• **ABOUT THIS EXERCISE**: Copy all entries verbatim and keep any pictures out of the copy.
BEGIN THE DATA
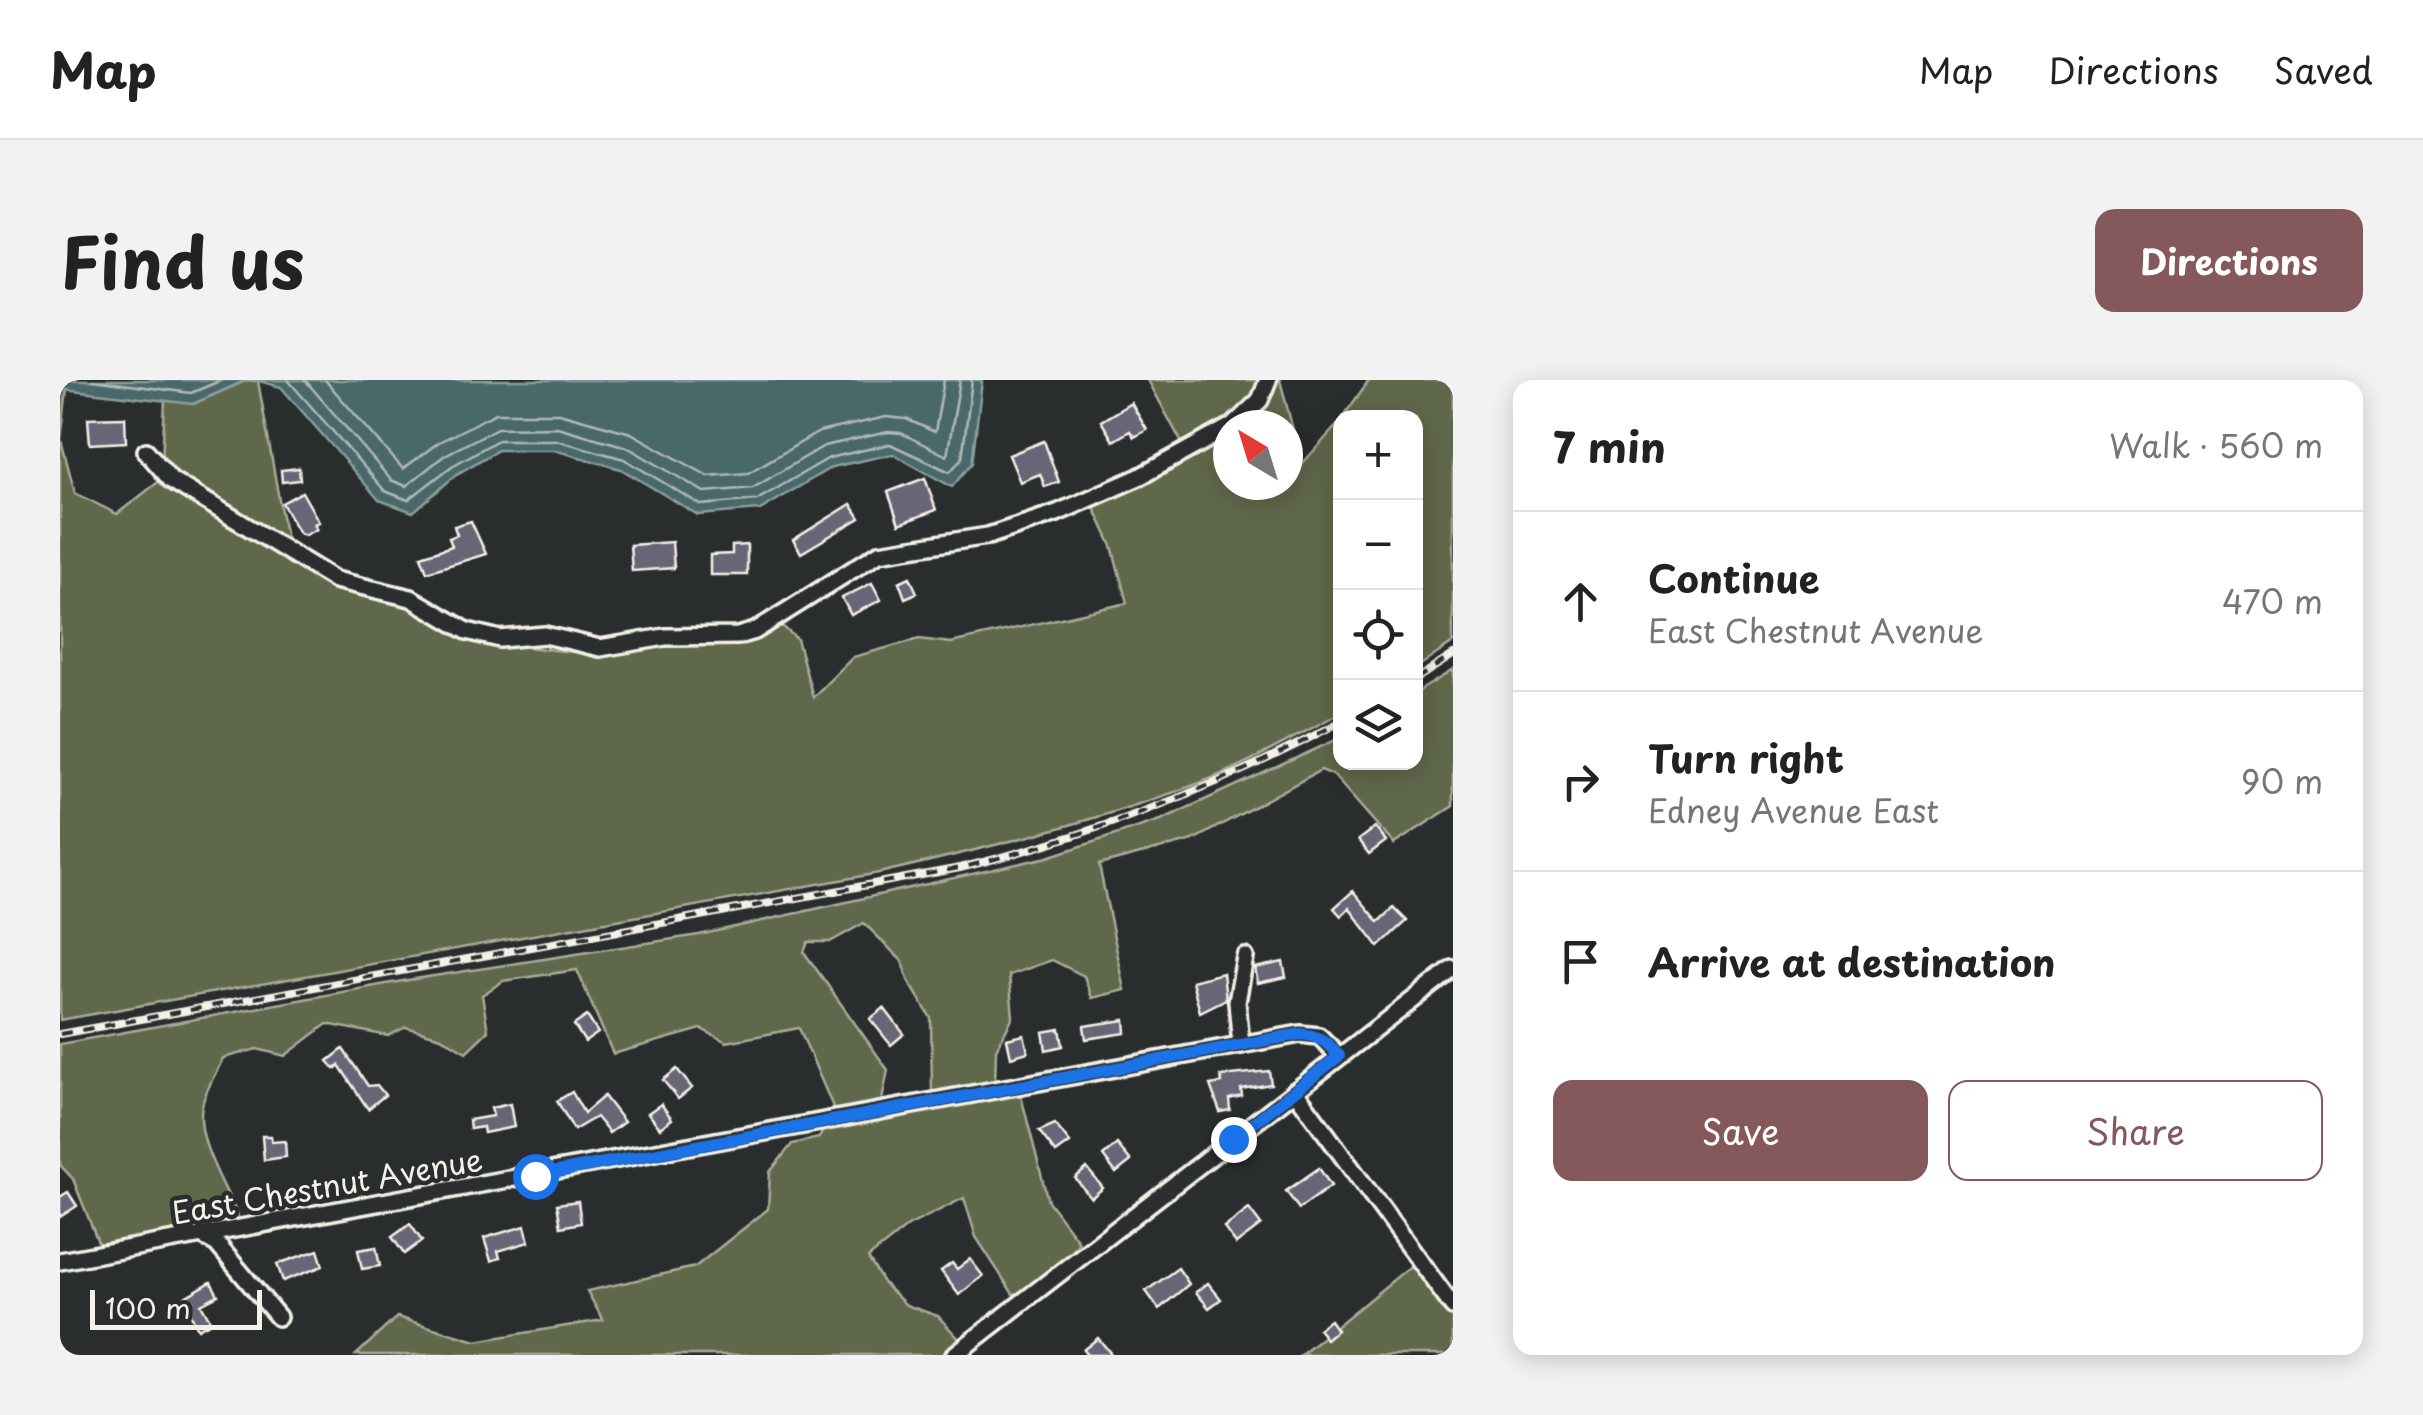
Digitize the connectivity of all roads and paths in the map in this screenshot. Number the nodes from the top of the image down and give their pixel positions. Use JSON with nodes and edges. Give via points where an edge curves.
{"nodes":[{"id":1,"x":1268,"y":380,"type":"edge"},
{"id":2,"x":1249,"y":410,"type":"edge"},
{"id":3,"x":1213,"y":437,"type":"edge"},
{"id":4,"x":146,"y":452,"type":"dead end"},
{"id":5,"x":1245,"y":958,"type":"dead end"},
{"id":6,"x":1453,"y":969,"type":"edge"},
{"id":7,"x":1241,"y":1045,"type":"junction"},
{"id":8,"x":1339,"y":1056,"type":"junction"},
{"id":9,"x":1295,"y":1091,"type":"junction"},
{"id":10,"x":203,"y":1236,"type":"junction"},
{"id":11,"x":60,"y":1261,"type":"edge"},
{"id":12,"x":1453,"y":1307,"type":"edge"},
{"id":13,"x":278,"y":1317,"type":"dead end"},
{"id":14,"x":954,"y":1355,"type":"edge"}],
"edges":[{"from":1,"to":2,"type":"street"},
{"from":3,"to":4,"type":"street","via":[[1056,513],[988,536],[880,553],[755,631],[600,648],[545,635],[484,636],[411,598],[345,584],[171,480]]},
{"from":5,"to":7,"type":"street","via":[[1237,1002]]},
{"from":6,"to":8,"type":"street"},
{"from":7,"to":8,"type":"street","name":"East Chestnut Avenue","via":[[1319,1036]]},
{"from":7,"to":10,"type":"street","name":"East Chestnut Avenue"},
{"from":8,"to":9,"type":"street"},
{"from":9,"to":12,"type":"street"},
{"from":9,"to":14,"type":"street"},
{"from":10,"to":11,"type":"street","name":"East Chestnut Avenue"},
{"from":10,"to":13,"type":"street"}]}
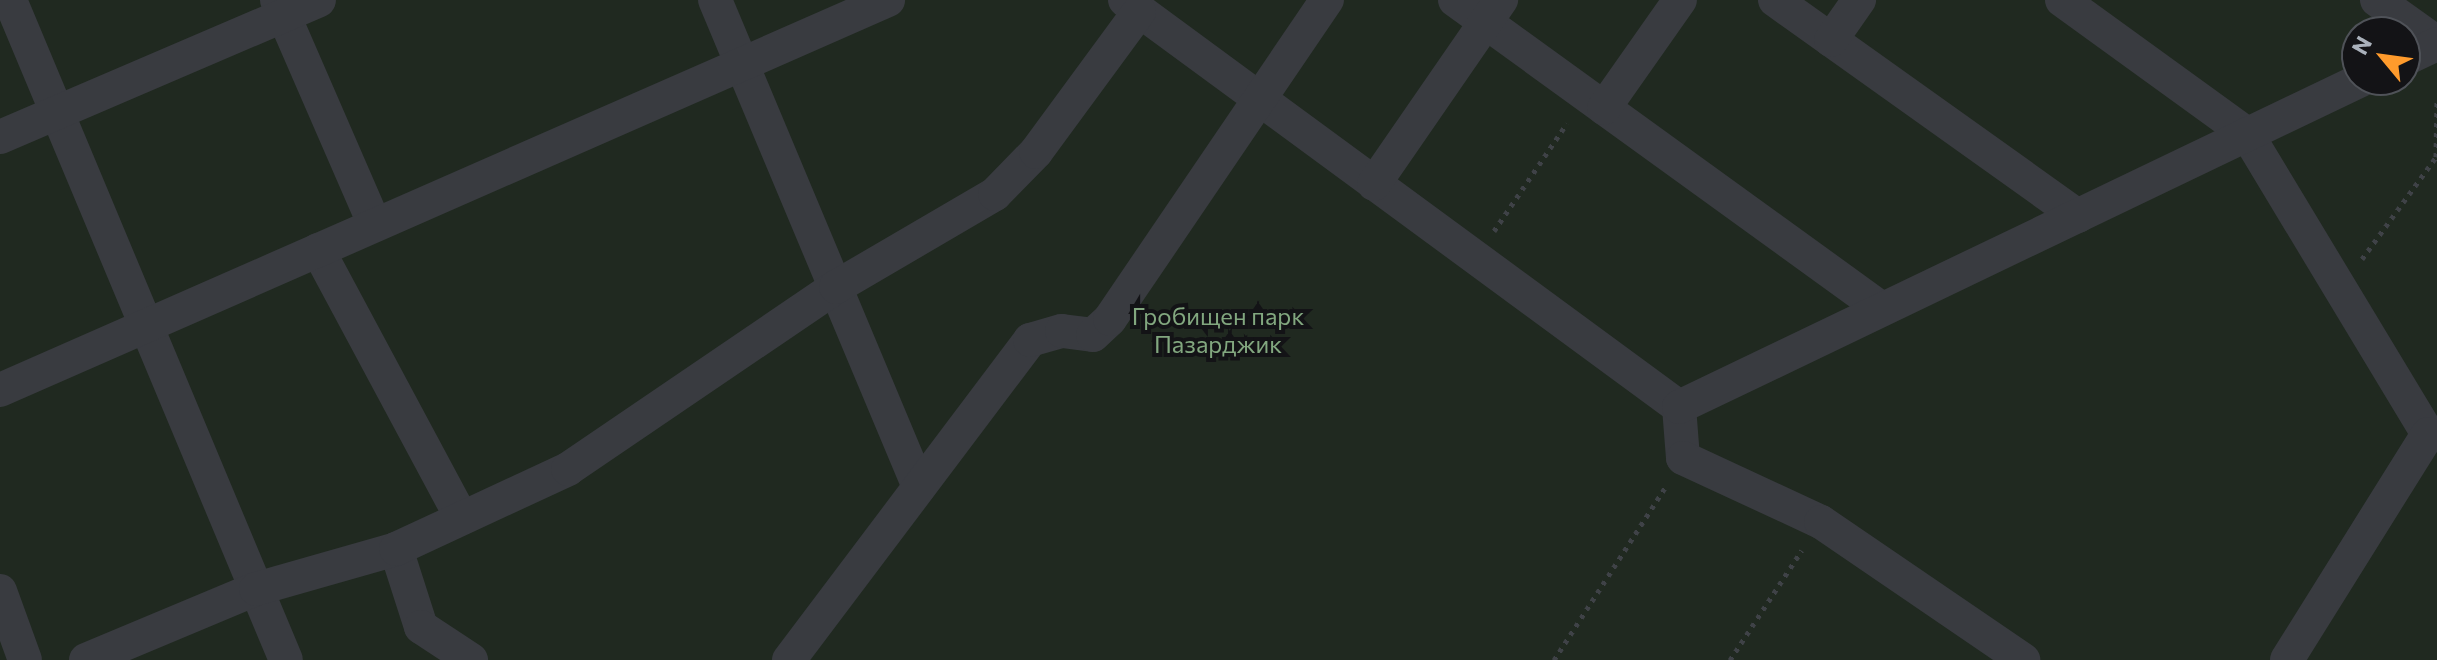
END THE DATA
• **THE ANSWER**:
Digitize the connectivity of all roads and paths in the map in this screenshot. Number the nodes from the top of the image down and give their pixel positions. Use JSON with nodes and edges. Give via points where an edge curves.
{"nodes":[{"id":1,"x":1268,"y":380,"type":"edge"},
{"id":2,"x":1249,"y":410,"type":"edge"},
{"id":3,"x":1213,"y":437,"type":"edge"},
{"id":4,"x":146,"y":452,"type":"dead end"},
{"id":5,"x":1245,"y":958,"type":"dead end"},
{"id":6,"x":1453,"y":969,"type":"edge"},
{"id":7,"x":1241,"y":1045,"type":"junction"},
{"id":8,"x":1339,"y":1056,"type":"junction"},
{"id":9,"x":1295,"y":1091,"type":"junction"},
{"id":10,"x":203,"y":1236,"type":"junction"},
{"id":11,"x":60,"y":1261,"type":"edge"},
{"id":12,"x":1453,"y":1307,"type":"edge"},
{"id":13,"x":278,"y":1317,"type":"dead end"},
{"id":14,"x":954,"y":1355,"type":"edge"}],
"edges":[{"from":1,"to":2,"type":"street"},
{"from":3,"to":4,"type":"street","via":[[1056,513],[988,536],[880,553],[755,631],[600,648],[545,635],[484,636],[411,598],[345,584],[171,480]]},
{"from":5,"to":7,"type":"street","via":[[1237,1002]]},
{"from":6,"to":8,"type":"street"},
{"from":7,"to":8,"type":"street","name":"East Chestnut Avenue","via":[[1319,1036]]},
{"from":7,"to":10,"type":"street","name":"East Chestnut Avenue"},
{"from":8,"to":9,"type":"street"},
{"from":9,"to":12,"type":"street"},
{"from":9,"to":14,"type":"street"},
{"from":10,"to":11,"type":"street","name":"East Chestnut Avenue"},
{"from":10,"to":13,"type":"street"}]}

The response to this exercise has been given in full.